Drop every picture. Return the rest of the entries exactly.

# Collected data

------------------------------

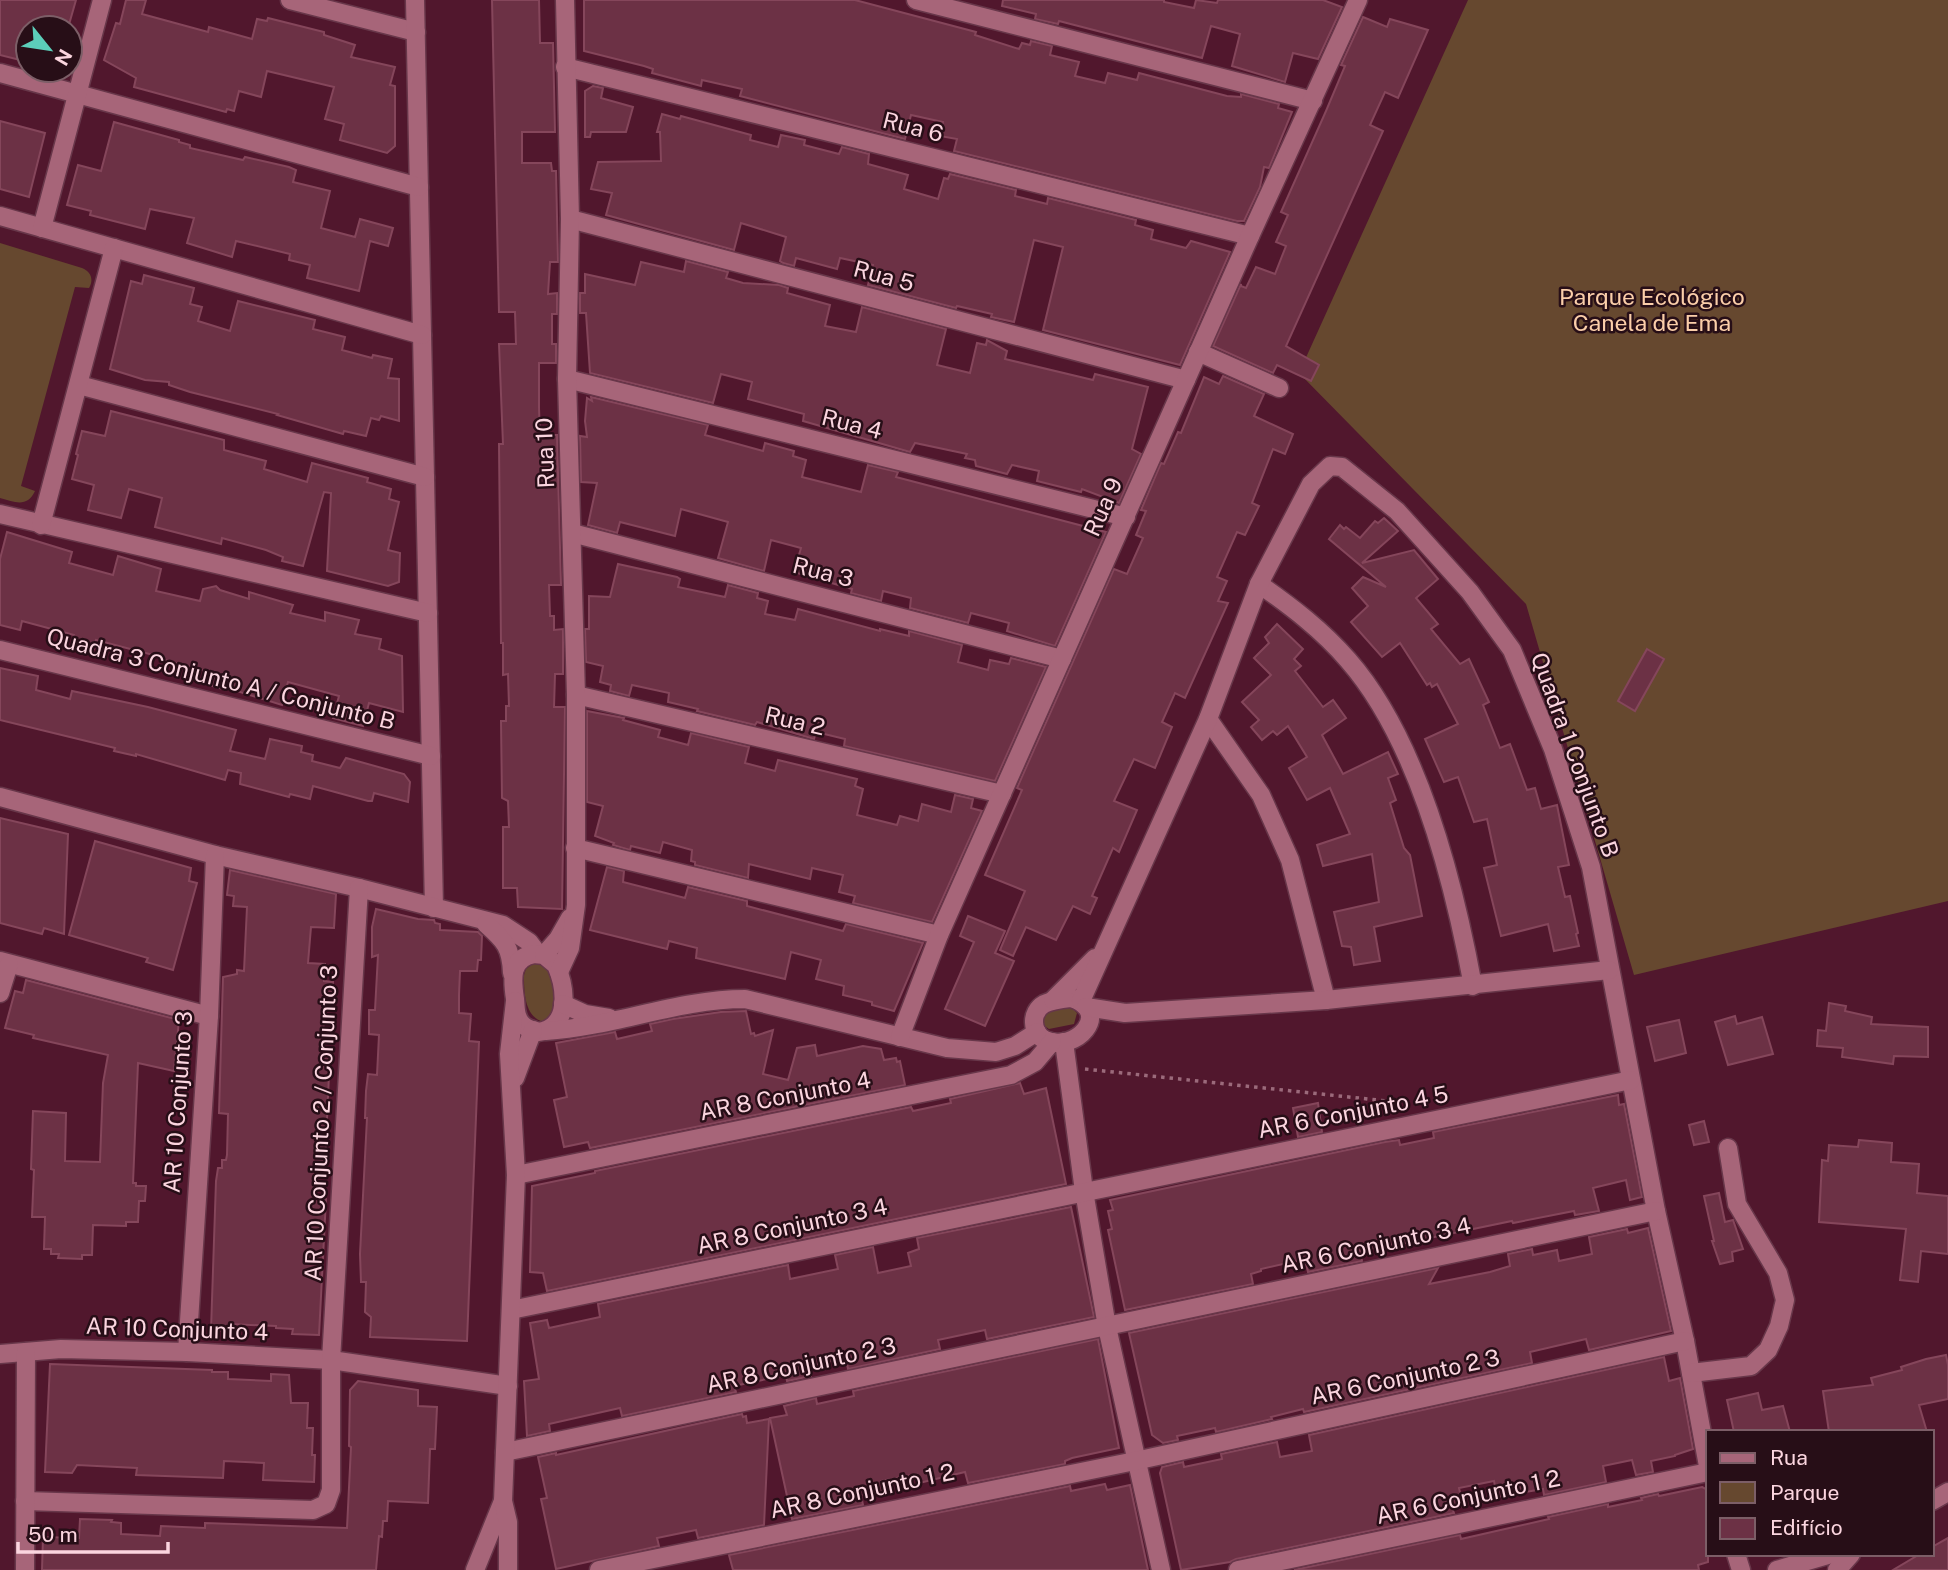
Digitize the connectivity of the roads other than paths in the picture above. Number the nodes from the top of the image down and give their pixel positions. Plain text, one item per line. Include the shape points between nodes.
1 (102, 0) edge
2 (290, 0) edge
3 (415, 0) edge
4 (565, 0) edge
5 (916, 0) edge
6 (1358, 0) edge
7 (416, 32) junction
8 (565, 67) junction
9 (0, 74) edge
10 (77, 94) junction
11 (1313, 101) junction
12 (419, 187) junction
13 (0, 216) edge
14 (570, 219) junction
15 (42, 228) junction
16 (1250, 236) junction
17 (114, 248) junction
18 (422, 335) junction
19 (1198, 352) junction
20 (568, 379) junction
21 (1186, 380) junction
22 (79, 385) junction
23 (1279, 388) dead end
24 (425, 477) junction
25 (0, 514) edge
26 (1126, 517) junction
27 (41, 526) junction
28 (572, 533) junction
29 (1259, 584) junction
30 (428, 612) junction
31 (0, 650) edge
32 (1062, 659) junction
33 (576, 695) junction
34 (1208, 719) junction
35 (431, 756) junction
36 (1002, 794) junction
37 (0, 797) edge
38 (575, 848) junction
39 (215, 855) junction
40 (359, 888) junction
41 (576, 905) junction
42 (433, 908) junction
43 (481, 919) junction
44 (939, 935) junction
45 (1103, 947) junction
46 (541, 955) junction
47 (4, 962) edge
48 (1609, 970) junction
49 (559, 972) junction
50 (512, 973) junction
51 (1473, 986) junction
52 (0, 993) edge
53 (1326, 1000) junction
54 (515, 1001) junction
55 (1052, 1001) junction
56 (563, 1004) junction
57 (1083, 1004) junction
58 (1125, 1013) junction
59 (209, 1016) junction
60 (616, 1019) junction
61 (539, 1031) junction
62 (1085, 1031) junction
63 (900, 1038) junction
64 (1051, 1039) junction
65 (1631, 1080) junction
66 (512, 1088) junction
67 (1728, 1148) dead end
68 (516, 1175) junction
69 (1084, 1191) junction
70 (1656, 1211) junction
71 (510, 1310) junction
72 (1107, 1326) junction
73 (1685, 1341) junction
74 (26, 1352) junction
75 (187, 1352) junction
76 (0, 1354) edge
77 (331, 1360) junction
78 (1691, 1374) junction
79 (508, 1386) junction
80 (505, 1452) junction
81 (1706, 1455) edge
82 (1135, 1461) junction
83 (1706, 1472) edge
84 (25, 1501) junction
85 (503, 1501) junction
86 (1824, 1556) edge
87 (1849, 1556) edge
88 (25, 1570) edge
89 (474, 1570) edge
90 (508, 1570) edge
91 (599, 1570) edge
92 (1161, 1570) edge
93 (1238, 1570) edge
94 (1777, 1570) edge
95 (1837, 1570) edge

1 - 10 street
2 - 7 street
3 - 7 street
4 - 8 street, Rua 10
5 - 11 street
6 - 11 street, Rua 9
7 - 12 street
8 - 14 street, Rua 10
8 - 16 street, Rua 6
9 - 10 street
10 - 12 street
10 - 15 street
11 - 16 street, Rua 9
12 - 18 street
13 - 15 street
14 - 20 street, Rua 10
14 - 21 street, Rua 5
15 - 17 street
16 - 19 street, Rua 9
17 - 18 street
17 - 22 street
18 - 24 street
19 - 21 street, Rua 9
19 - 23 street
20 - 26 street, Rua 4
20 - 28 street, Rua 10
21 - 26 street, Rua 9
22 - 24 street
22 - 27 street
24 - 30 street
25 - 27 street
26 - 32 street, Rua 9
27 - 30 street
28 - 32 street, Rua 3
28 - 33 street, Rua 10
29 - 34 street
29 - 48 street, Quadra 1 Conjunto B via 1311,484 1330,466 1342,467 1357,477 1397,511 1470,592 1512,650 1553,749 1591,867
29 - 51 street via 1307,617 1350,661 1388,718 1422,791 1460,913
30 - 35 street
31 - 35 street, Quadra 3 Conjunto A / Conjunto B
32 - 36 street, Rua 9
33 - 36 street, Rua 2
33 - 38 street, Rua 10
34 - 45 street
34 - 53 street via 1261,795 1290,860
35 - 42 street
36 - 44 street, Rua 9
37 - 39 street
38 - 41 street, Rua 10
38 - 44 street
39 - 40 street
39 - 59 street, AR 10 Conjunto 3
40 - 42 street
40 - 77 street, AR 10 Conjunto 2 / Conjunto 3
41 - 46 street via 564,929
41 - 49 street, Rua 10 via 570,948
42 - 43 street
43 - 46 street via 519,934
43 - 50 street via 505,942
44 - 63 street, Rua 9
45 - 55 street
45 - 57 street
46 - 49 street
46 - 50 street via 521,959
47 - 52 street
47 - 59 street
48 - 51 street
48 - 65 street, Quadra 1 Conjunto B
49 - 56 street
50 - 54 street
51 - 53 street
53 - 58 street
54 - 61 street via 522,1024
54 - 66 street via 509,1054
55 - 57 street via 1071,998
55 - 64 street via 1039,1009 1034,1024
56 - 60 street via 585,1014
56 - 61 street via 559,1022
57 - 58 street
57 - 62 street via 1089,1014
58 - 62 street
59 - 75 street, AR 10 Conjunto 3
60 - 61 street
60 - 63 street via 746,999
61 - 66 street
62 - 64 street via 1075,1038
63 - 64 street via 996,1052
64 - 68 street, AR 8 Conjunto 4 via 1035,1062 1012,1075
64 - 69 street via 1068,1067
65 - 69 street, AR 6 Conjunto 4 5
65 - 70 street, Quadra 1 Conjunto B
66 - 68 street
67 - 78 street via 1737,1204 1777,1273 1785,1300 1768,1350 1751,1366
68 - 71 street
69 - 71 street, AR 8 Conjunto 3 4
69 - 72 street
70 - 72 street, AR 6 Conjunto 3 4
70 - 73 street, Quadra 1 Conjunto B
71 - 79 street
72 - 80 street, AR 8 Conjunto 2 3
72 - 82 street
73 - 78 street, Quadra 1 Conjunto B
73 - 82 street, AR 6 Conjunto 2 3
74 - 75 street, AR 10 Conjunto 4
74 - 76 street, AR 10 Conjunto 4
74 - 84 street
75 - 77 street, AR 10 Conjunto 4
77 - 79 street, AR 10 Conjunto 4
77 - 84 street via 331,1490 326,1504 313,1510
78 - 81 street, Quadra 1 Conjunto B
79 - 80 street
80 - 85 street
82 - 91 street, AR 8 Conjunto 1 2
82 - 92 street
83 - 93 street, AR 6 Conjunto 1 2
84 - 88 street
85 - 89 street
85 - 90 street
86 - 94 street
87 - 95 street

------------------------------

# Exercise response
Digitize the connectivity of the roads other than paths in the picture above. Number the nodes from the top of the image down and give their pixel positions. Plain text, one item per line. Include the shape points between nodes.
1 (102, 0) edge
2 (290, 0) edge
3 (415, 0) edge
4 (565, 0) edge
5 (916, 0) edge
6 (1358, 0) edge
7 (416, 32) junction
8 (565, 67) junction
9 (0, 74) edge
10 (77, 94) junction
11 (1313, 101) junction
12 (419, 187) junction
13 (0, 216) edge
14 (570, 219) junction
15 (42, 228) junction
16 (1250, 236) junction
17 (114, 248) junction
18 (422, 335) junction
19 (1198, 352) junction
20 (568, 379) junction
21 (1186, 380) junction
22 (79, 385) junction
23 (1279, 388) dead end
24 (425, 477) junction
25 (0, 514) edge
26 (1126, 517) junction
27 (41, 526) junction
28 (572, 533) junction
29 (1259, 584) junction
30 (428, 612) junction
31 (0, 650) edge
32 (1062, 659) junction
33 (576, 695) junction
34 (1208, 719) junction
35 (431, 756) junction
36 (1002, 794) junction
37 (0, 797) edge
38 (575, 848) junction
39 (215, 855) junction
40 (359, 888) junction
41 (576, 905) junction
42 (433, 908) junction
43 (481, 919) junction
44 (939, 935) junction
45 (1103, 947) junction
46 (541, 955) junction
47 (4, 962) edge
48 (1609, 970) junction
49 (559, 972) junction
50 (512, 973) junction
51 (1473, 986) junction
52 (0, 993) edge
53 (1326, 1000) junction
54 (515, 1001) junction
55 (1052, 1001) junction
56 (563, 1004) junction
57 (1083, 1004) junction
58 (1125, 1013) junction
59 (209, 1016) junction
60 (616, 1019) junction
61 (539, 1031) junction
62 (1085, 1031) junction
63 (900, 1038) junction
64 (1051, 1039) junction
65 (1631, 1080) junction
66 (512, 1088) junction
67 (1728, 1148) dead end
68 (516, 1175) junction
69 (1084, 1191) junction
70 (1656, 1211) junction
71 (510, 1310) junction
72 (1107, 1326) junction
73 (1685, 1341) junction
74 (26, 1352) junction
75 (187, 1352) junction
76 (0, 1354) edge
77 (331, 1360) junction
78 (1691, 1374) junction
79 (508, 1386) junction
80 (505, 1452) junction
81 (1706, 1455) edge
82 (1135, 1461) junction
83 (1706, 1472) edge
84 (25, 1501) junction
85 (503, 1501) junction
86 (1824, 1556) edge
87 (1849, 1556) edge
88 (25, 1570) edge
89 (474, 1570) edge
90 (508, 1570) edge
91 (599, 1570) edge
92 (1161, 1570) edge
93 (1238, 1570) edge
94 (1777, 1570) edge
95 (1837, 1570) edge

1 - 10 street
2 - 7 street
3 - 7 street
4 - 8 street, Rua 10
5 - 11 street
6 - 11 street, Rua 9
7 - 12 street
8 - 14 street, Rua 10
8 - 16 street, Rua 6
9 - 10 street
10 - 12 street
10 - 15 street
11 - 16 street, Rua 9
12 - 18 street
13 - 15 street
14 - 20 street, Rua 10
14 - 21 street, Rua 5
15 - 17 street
16 - 19 street, Rua 9
17 - 18 street
17 - 22 street
18 - 24 street
19 - 21 street, Rua 9
19 - 23 street
20 - 26 street, Rua 4
20 - 28 street, Rua 10
21 - 26 street, Rua 9
22 - 24 street
22 - 27 street
24 - 30 street
25 - 27 street
26 - 32 street, Rua 9
27 - 30 street
28 - 32 street, Rua 3
28 - 33 street, Rua 10
29 - 34 street
29 - 48 street, Quadra 1 Conjunto B via 1311,484 1330,466 1342,467 1357,477 1397,511 1470,592 1512,650 1553,749 1591,867
29 - 51 street via 1307,617 1350,661 1388,718 1422,791 1460,913
30 - 35 street
31 - 35 street, Quadra 3 Conjunto A / Conjunto B
32 - 36 street, Rua 9
33 - 36 street, Rua 2
33 - 38 street, Rua 10
34 - 45 street
34 - 53 street via 1261,795 1290,860
35 - 42 street
36 - 44 street, Rua 9
37 - 39 street
38 - 41 street, Rua 10
38 - 44 street
39 - 40 street
39 - 59 street, AR 10 Conjunto 3
40 - 42 street
40 - 77 street, AR 10 Conjunto 2 / Conjunto 3
41 - 46 street via 564,929
41 - 49 street, Rua 10 via 570,948
42 - 43 street
43 - 46 street via 519,934
43 - 50 street via 505,942
44 - 63 street, Rua 9
45 - 55 street
45 - 57 street
46 - 49 street
46 - 50 street via 521,959
47 - 52 street
47 - 59 street
48 - 51 street
48 - 65 street, Quadra 1 Conjunto B
49 - 56 street
50 - 54 street
51 - 53 street
53 - 58 street
54 - 61 street via 522,1024
54 - 66 street via 509,1054
55 - 57 street via 1071,998
55 - 64 street via 1039,1009 1034,1024
56 - 60 street via 585,1014
56 - 61 street via 559,1022
57 - 58 street
57 - 62 street via 1089,1014
58 - 62 street
59 - 75 street, AR 10 Conjunto 3
60 - 61 street
60 - 63 street via 746,999
61 - 66 street
62 - 64 street via 1075,1038
63 - 64 street via 996,1052
64 - 68 street, AR 8 Conjunto 4 via 1035,1062 1012,1075
64 - 69 street via 1068,1067
65 - 69 street, AR 6 Conjunto 4 5
65 - 70 street, Quadra 1 Conjunto B
66 - 68 street
67 - 78 street via 1737,1204 1777,1273 1785,1300 1768,1350 1751,1366
68 - 71 street
69 - 71 street, AR 8 Conjunto 3 4
69 - 72 street
70 - 72 street, AR 6 Conjunto 3 4
70 - 73 street, Quadra 1 Conjunto B
71 - 79 street
72 - 80 street, AR 8 Conjunto 2 3
72 - 82 street
73 - 78 street, Quadra 1 Conjunto B
73 - 82 street, AR 6 Conjunto 2 3
74 - 75 street, AR 10 Conjunto 4
74 - 76 street, AR 10 Conjunto 4
74 - 84 street
75 - 77 street, AR 10 Conjunto 4
77 - 79 street, AR 10 Conjunto 4
77 - 84 street via 331,1490 326,1504 313,1510
78 - 81 street, Quadra 1 Conjunto B
79 - 80 street
80 - 85 street
82 - 91 street, AR 8 Conjunto 1 2
82 - 92 street
83 - 93 street, AR 6 Conjunto 1 2
84 - 88 street
85 - 89 street
85 - 90 street
86 - 94 street
87 - 95 street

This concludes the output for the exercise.